The energy crisis is potentially disasterous for the Japanese economy as it imports virutally all of its energy needs. Remember that it’s not just oil that’s being blockaded in the Strait of Hormuz but natural gas as well, which of it heading to Asia. That’s seen import prices surge at a precarious time for inflation in Japan.
In terms of the chart, the last time we were here, the Japanese Ministry of Finance did a rate check in US hours (on a Friday) that sent the pair sharply lower. After a modest recovery, there was a second wave lower when Takaichi won a super-majority in the Lower House. The war has reversed those gains and with brent crude above $100, Japan is hurting.
They will participate in the international reserve release and the country has 250 days of reserves so there is no risk of shortages but they are unlikely to be refilling it with the $60 oil we saw last month.

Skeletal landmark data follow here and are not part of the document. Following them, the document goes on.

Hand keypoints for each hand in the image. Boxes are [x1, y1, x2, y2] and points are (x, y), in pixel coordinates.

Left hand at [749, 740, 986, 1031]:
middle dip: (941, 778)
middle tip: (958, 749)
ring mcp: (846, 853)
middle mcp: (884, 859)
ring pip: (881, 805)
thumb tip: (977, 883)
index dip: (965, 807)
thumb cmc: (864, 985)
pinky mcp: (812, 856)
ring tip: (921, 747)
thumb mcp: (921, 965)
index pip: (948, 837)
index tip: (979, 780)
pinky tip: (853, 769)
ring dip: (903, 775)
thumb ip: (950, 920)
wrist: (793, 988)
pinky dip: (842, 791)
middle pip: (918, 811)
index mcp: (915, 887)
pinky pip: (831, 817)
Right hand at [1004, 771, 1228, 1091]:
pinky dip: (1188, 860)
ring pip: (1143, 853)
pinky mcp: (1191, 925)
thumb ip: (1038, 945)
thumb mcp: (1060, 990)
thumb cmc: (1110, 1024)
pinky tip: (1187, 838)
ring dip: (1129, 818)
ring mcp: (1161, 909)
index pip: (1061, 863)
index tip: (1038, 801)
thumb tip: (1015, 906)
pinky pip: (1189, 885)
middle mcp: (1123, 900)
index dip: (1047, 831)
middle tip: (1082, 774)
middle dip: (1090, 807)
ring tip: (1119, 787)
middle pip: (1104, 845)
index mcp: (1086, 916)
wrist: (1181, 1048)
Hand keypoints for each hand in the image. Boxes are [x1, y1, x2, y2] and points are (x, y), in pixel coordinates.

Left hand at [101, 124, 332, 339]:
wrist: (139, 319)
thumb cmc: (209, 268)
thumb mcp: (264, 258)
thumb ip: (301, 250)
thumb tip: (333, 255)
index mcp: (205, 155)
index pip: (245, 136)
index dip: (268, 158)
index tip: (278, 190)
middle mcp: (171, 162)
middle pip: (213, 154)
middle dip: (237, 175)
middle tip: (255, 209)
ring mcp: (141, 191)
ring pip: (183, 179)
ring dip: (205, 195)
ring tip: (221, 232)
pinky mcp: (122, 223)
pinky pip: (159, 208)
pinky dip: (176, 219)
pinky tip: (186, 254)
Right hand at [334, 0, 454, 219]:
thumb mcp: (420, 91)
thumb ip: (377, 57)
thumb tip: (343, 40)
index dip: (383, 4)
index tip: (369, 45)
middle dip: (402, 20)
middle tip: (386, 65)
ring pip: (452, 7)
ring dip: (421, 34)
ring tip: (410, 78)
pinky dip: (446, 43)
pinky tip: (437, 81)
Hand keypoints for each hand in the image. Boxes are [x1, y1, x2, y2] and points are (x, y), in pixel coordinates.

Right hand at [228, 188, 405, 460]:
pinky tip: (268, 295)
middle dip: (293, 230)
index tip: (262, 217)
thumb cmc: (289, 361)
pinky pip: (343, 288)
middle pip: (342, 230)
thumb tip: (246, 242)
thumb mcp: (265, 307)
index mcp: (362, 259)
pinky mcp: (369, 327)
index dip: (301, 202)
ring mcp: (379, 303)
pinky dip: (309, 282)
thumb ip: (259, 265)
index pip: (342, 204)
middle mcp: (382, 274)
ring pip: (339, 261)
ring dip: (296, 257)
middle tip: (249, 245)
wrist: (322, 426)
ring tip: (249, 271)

Zooming out, USD/JPY is truly in the red zone. The high in 2024 was 161.95 so that’s the next destination if USD/JPY can break higher. Beyond that, we’re back to 1986 levels.
USD/JPY weekly
Critically, Japan isn’t making too much noise about the rise in the pair, in part because of the changing fundamentals around energy. I wouldn’t count on them keeping quiet though. The fall in the currency compounds the rise in domestic energy prices and adds to some of the inflation headwinds in the country. Moreover, it’s pushing up global sovereign yields in a move that could rattle Japan. So far, JGB yields haven’t perked up in the same way that we’ve seen elsewhere but that can’t be far off it oil continues to rise.